Whenever a line of the data below holds the string "graph", copy that line.

=-=-=

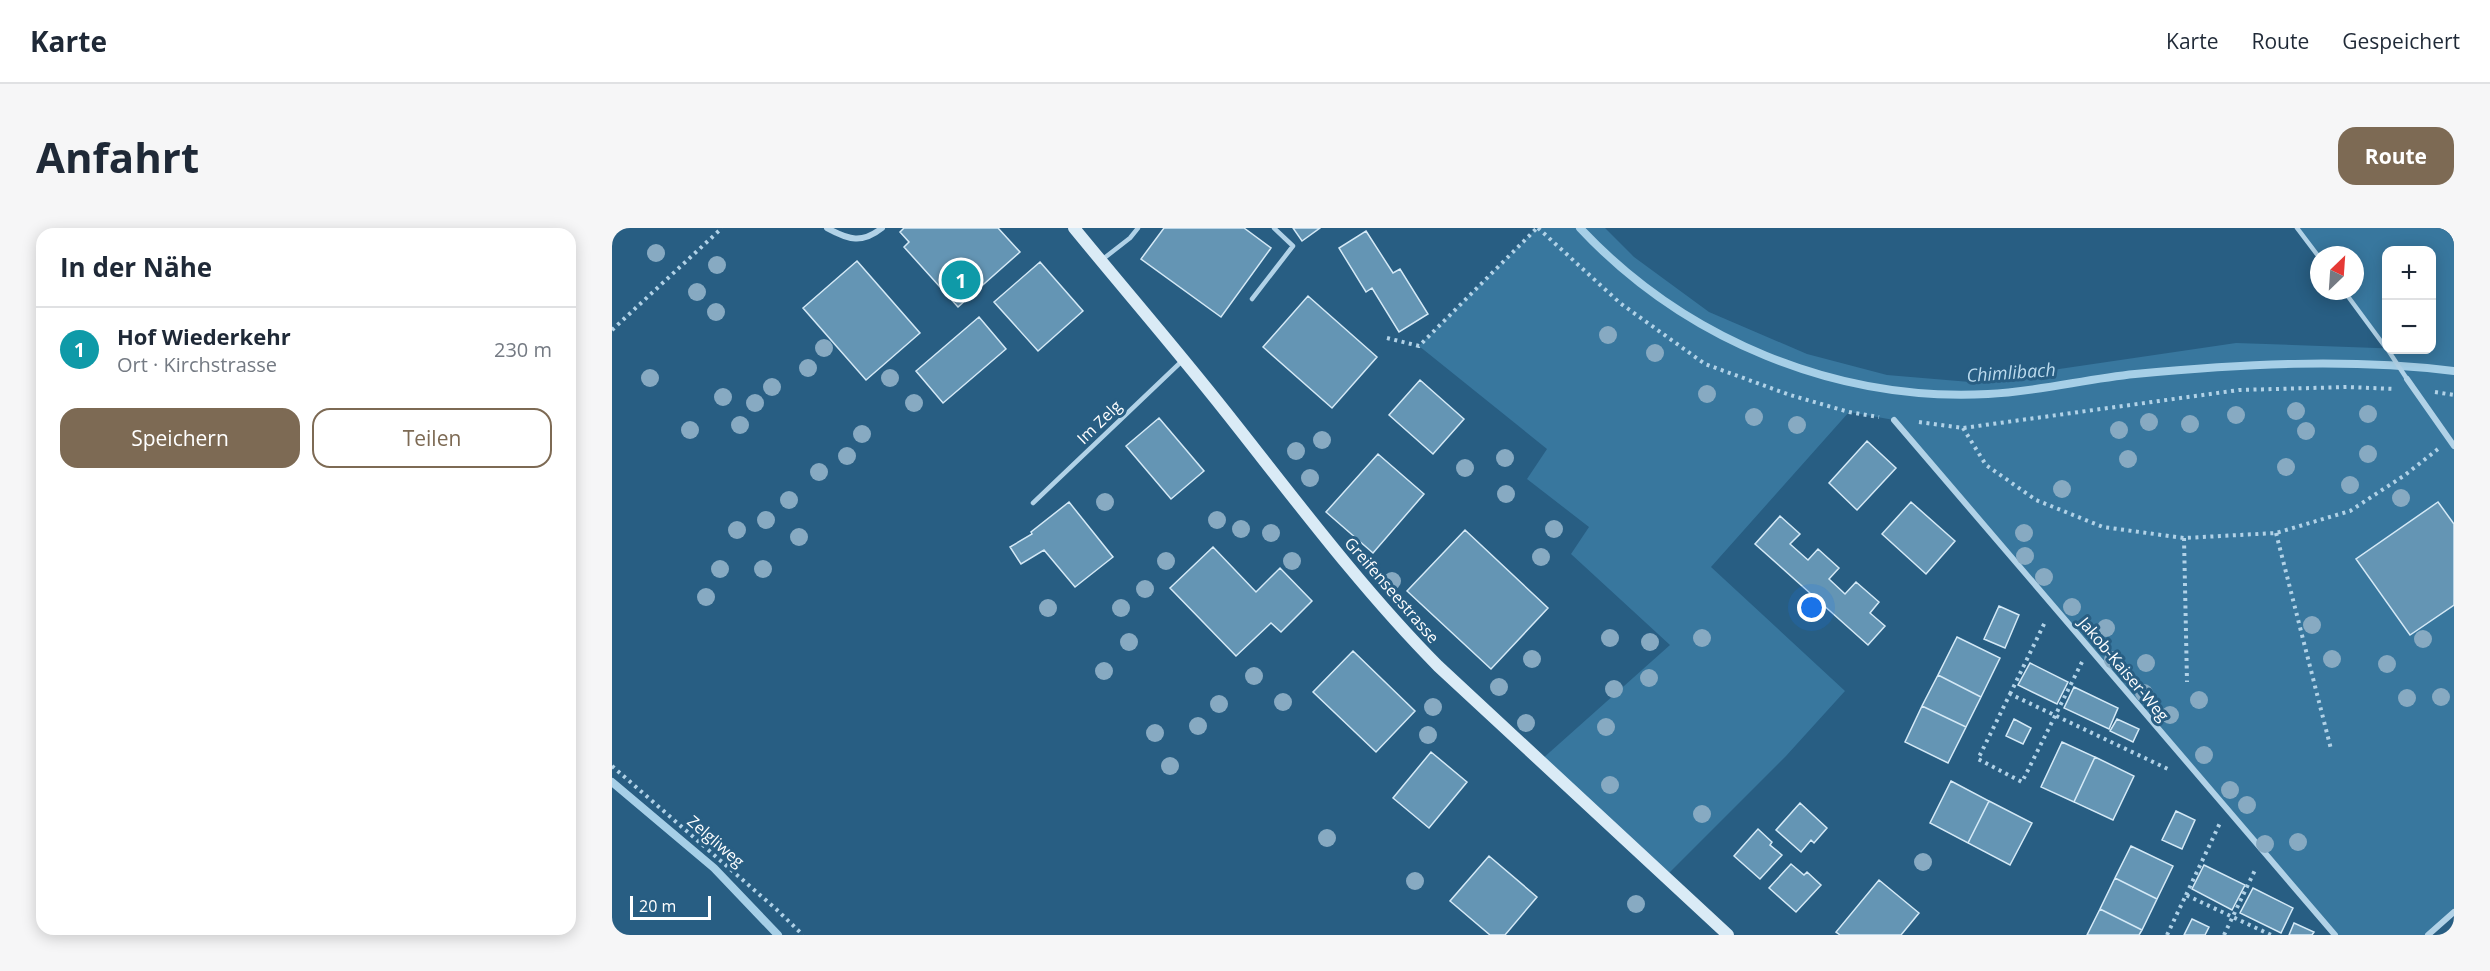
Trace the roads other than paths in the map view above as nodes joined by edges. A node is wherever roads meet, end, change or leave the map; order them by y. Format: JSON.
{"nodes":[{"id":1,"x":827,"y":228,"type":"edge"},
{"id":2,"x":882,"y":228,"type":"edge"},
{"id":3,"x":1074,"y":228,"type":"edge"},
{"id":4,"x":1138,"y":228,"type":"edge"},
{"id":5,"x":1274,"y":228,"type":"edge"},
{"id":6,"x":2297,"y":228,"type":"edge"},
{"id":7,"x":2311,"y":246,"type":"edge"},
{"id":8,"x":1101,"y":260,"type":"junction"},
{"id":9,"x":1252,"y":299,"type":"dead end"},
{"id":10,"x":2351,"y":300,"type":"edge"},
{"id":11,"x":2382,"y":342,"type":"edge"},
{"id":12,"x":2390,"y":354,"type":"edge"},
{"id":13,"x":1184,"y":359,"type":"junction"},
{"id":14,"x":2408,"y":379,"type":"joint"},
{"id":15,"x":1894,"y":420,"type":"road end"},
{"id":16,"x":2454,"y":446,"type":"edge"},
{"id":17,"x":1033,"y":503,"type":"dead end"},
{"id":18,"x":2454,"y":912,"type":"edge"},
{"id":19,"x":1728,"y":935,"type":"edge"},
{"id":20,"x":2335,"y":935,"type":"edge"},
{"id":21,"x":2428,"y":935,"type":"edge"}],
"edges":[{"from":1,"to":2,"type":"street"},
{"from":3,"to":8,"type":"street","name":"Greifenseestrasse"},
{"from":4,"to":8,"type":"lane"},
{"from":5,"to":9,"type":"lane"},
{"from":6,"to":7,"type":"lane"},
{"from":8,"to":13,"type":"street","name":"Greifenseestrasse"},
{"from":10,"to":11,"type":"lane"},
{"from":12,"to":14,"type":"lane"},
{"from":13,"to":17,"type":"lane","name":"Im Zelg"},
{"from":13,"to":19,"type":"street","name":"Greifenseestrasse"},
{"from":14,"to":16,"type":"street"},
{"from":15,"to":20,"type":"street","name":"Jakob-Kaiser-Weg"},
{"from":18,"to":21,"type":"street"}]}
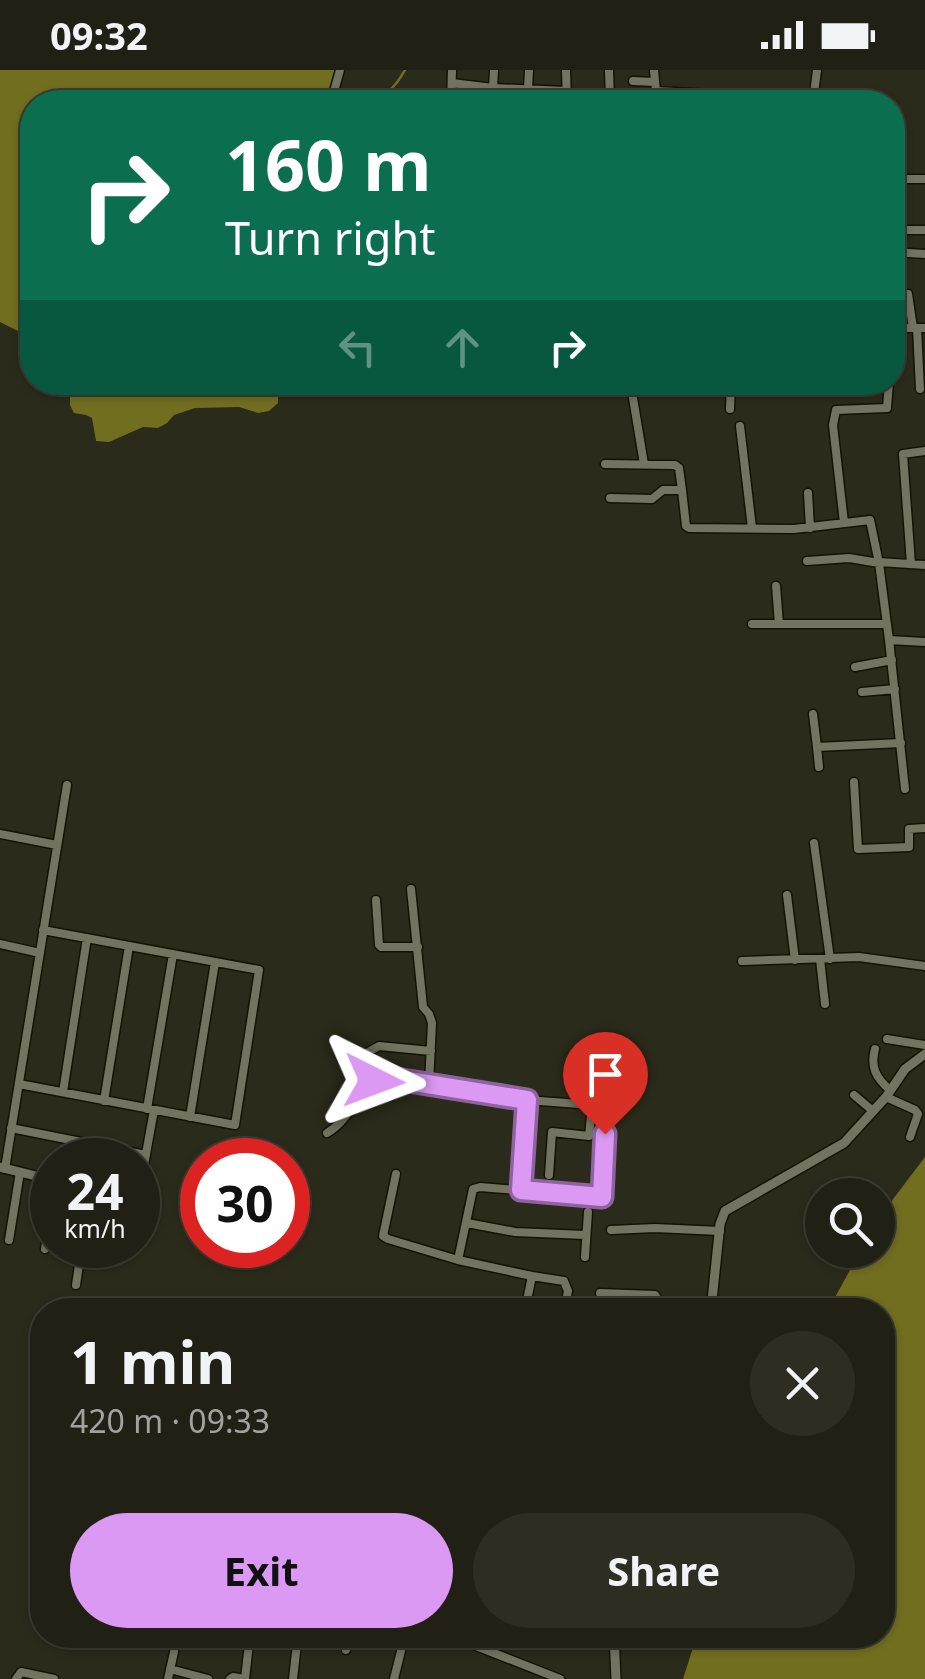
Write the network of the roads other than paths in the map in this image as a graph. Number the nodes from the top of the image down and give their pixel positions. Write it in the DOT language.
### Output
graph roads {
  1 [pos="452,70"];
  2 [pos="494,70"];
  3 [pos="529,70"];
  4 [pos="654,70"];
  5 [pos="452,82"];
  6 [pos="633,82"];
  7 [pos="655,82"];
  8 [pos="493,88"];
  9 [pos="527,89"];
  10 [pos="452,90"];
  11 [pos="531,90"];
  12 [pos="656,90"];
  13 [pos="908,294"];
  14 [pos="918,328"];
  15 [pos="920,389"];
  16 [pos="632,395"];
  17 [pos="731,395"];
  18 [pos="888,395"];
  19 [pos="730,409"];
  20 [pos="740,426"];
  21 [pos="925,450"];
  22 [pos="605,464"];
  23 [pos="644,464"];
  24 [pos="682,490"];
  25 [pos="808,493"];
  26 [pos="610,498"];
  27 [pos="844,523"];
  28 [pos="752,528"];
  29 [pos="810,528"];
  30 [pos="807,561"];
  31 [pos="879,563"];
  32 [pos="911,564"];
  33 [pos="925,566"];
  34 [pos="776,586"];
  35 [pos="752,624"];
  36 [pos="779,624"];
  37 [pos="887,624"];
  38 [pos="889,640"];
  39 [pos="925,642"];
  40 [pos="892,660"];
  41 [pos="855,666"];
  42 [pos="895,688"];
  43 [pos="862,692"];
  44 [pos="813,714"];
  45 [pos="901,743"];
  46 [pos="817,748"];
  47 [pos="819,767"];
  48 [pos="854,782"];
  49 [pos="66,785"];
  50 [pos="905,788"];
  51 [pos="925,828"];
  52 [pos="0,834"];
  53 [pos="814,843"];
  54 [pos="57,845"];
  55 [pos="411,889"];
  56 [pos="786,894"];
  57 [pos="376,900"];
  58 [pos="43,930"];
  59 [pos="87,938"];
  60 [pos="0,944"];
  61 [pos="129,946"];
  62 [pos="418,947"];
  63 [pos="40,952"];
  64 [pos="172,954"];
  65 [pos="825,959"];
  66 [pos="795,960"];
  67 [pos="215,962"];
  68 [pos="742,962"];
  69 [pos="925,966"];
  70 [pos="826,1004"];
  71 [pos="887,1039"];
  72 [pos="925,1045"];
  73 [pos="875,1048"];
  74 [pos="431,1051"];
  75 [pos="360,1056"];
  76 [pos="923,1058"];
  77 [pos="18,1084"];
  78 [pos="429,1084"];
  79 [pos="62,1092"];
  80 [pos="888,1093"];
  81 [pos="854,1095"];
  82 [pos="104,1100"];
  83 [pos="527,1100"];
  84 [pos="592,1106"];
  85 [pos="606,1106"];
  86 [pos="151,1110"];
  87 [pos="874,1111"];
  88 [pos="190,1117"];
  89 [pos="11,1128"];
  90 [pos="327,1133"];
  91 [pos="605,1134"];
  92 [pos="910,1137"];
  93 [pos="61,1138"];
  94 [pos="148,1138"];
  95 [pos="2,1168"];
  96 [pos="20,1172"];
  97 [pos="30,1174"];
  98 [pos="396,1174"];
  99 [pos="549,1175"];
  100 [pos="521,1190"];
  101 [pos="588,1212"];
  102 [pos="467,1223"];
  103 [pos="611,1230"];
  104 [pos="720,1231"];
  105 [pos="585,1235"];
  106 [pos="8,1240"];
  107 [pos="585,1258"];
  108 [pos="458,1260"];
  109 [pos="79,1268"];
  110 [pos="532,1276"];
  111 [pos="76,1285"];
  112 [pos="600,1293"];
  113 [pos="527,1298"];
  114 [pos="566,1298"];
  115 [pos="656,1298"];
  116 [pos="712,1298"];
  117 [pos="248,1648"];
  118 [pos="297,1648"];
  119 [pos="401,1648"];
  120 [pos="481,1648"];
  121 [pos="615,1648"];
  122 [pos="174,1652"];
  123 [pos="170,1668"];
  124 [pos="16,1679"];
  125 [pos="54,1679"];
  126 [pos="168,1679"];
  127 [pos="208,1679"];
  128 [pos="230,1679"];
  129 [pos="244,1679"];
  130 [pos="293,1679"];
  131 [pos="394,1679"];
  132 [pos="560,1679"];
  133 [pos="616,1679"];
  1 -- 5 [label="street"];
  2 -- 8 [label="street"];
  3 -- 9 [label="street"];
  4 -- 7 [label="street"];
  5 -- 8 [label="street"];
  5 -- 10 [label="street"];
  6 -- 7 [label="street"];
  7 -- 12 [label="street"];
  8 -- 9 [label="street"];
  9 -- 11 [label="street"];
  13 -- 14 [label="street"];
  14 -- 15 [label="street"];
  16 -- 23 [label="street"];
  17 -- 19 [label="street"];
  18 -- 27 [label="street"];
  20 -- 28 [label="street"];
  21 -- 32 [label="street"];
  22 -- 23 [label="street"];
  23 -- 24 [label="street"];
  24 -- 26 [label="street"];
  24 -- 28 [label="street"];
  25 -- 29 [label="street"];
  27 -- 29 [label="street"];
  27 -- 31 [label="street"];
  28 -- 29 [label="street"];
  30 -- 31 [label="street"];
  31 -- 32 [label="street"];
  31 -- 37 [label="street"];
  32 -- 33 [label="street"];
  34 -- 36 [label="street"];
  35 -- 36 [label="street"];
  36 -- 37 [label="street"];
  37 -- 38 [label="street"];
  38 -- 39 [label="street"];
  38 -- 40 [label="street"];
  40 -- 41 [label="street"];
  40 -- 42 [label="street"];
  42 -- 43 [label="street"];
  42 -- 45 [label="street"];
  44 -- 46 [label="street"];
  45 -- 46 [label="street"];
  45 -- 50 [label="street"];
  46 -- 47 [label="street"];
  48 -- 51 [label="street"];
  49 -- 54 [label="street"];
  52 -- 54 [label="street"];
  53 -- 65 [label="street"];
  54 -- 58 [label="street"];
  55 -- 62 [label="street"];
  56 -- 66 [label="street"];
  57 -- 62 [label="street"];
  58 -- 59 [label="street"];
  58 -- 63 [label="street"];
  59 -- 61 [label="street"];
  59 -- 79 [label="street"];
  60 -- 63 [label="street"];
  61 -- 64 [label="street"];
  61 -- 82 [label="street"];
  62 -- 74 [label="street"];
  63 -- 77 [label="street"];
  64 -- 67 [label="street"];
  64 -- 86 [label="street"];
  65 -- 66 [label="street"];
  65 -- 69 [label="street"];
  65 -- 70 [label="street"];
  66 -- 68 [label="street"];
  67 -- 88 [label="street"];
  67 -- 88 [label="street"];
  71 -- 72 [label="street"];
  73 -- 80 [label="street"];
  74 -- 75 [label="street"];
  74 -- 78 [label="street"];
  76 -- 80 [label="street"];
  77 -- 79 [label="street"];
  77 -- 89 [label="street"];
  78 -- 83 [label="street"];
  78 -- 90 [label="street"];
  79 -- 82 [label="street"];
  80 -- 87 [label="street"];
  80 -- 92 [label="street"];
  81 -- 87 [label="street"];
  82 -- 86 [label="street"];
  83 -- 84 [label="street"];
  83 -- 100 [label="street"];
  84 -- 85 [label="street"];
  84 -- 99 [label="street"];
  86 -- 88 [label="street"];
  86 -- 94 [label="street"];
  87 -- 104 [label="street"];
  89 -- 93 [label="street"];
  89 -- 95 [label="street"];
  91 -- 100 [label="street"];
  95 -- 96 [label="street"];
  96 -- 97 [label="street"];
  96 -- 106 [label="street"];
  98 -- 108 [label="street"];
  100 -- 102 [label="street"];
  101 -- 105 [label="street"];
  102 -- 105 [label="street"];
  102 -- 108 [label="street"];
  103 -- 104 [label="street"];
  104 -- 116 [label="street"];
  105 -- 107 [label="street"];
  108 -- 110 [label="street"];
  109 -- 111 [label="street"];
  110 -- 113 [label="street"];
  110 -- 114 [label="street"];
  112 -- 115 [label="street"];
  117 -- 129 [label="street"];
  118 -- 130 [label="street"];
  119 -- 131 [label="street"];
  120 -- 132 [label="street"];
  121 -- 133 [label="street"];
  122 -- 123 [label="street"];
  123 -- 126 [label="street"];
  123 -- 127 [label="street"];
  124 -- 125 [label="street"];
  128 -- 129 [label="street"];
}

=-=-=

- **Reply to the exercise**
Write the network of the roads other than paths in the map in this image as a graph. Number the nodes from the top of the image down and give their pixel positions. Write it in the DOT language.
graph roads {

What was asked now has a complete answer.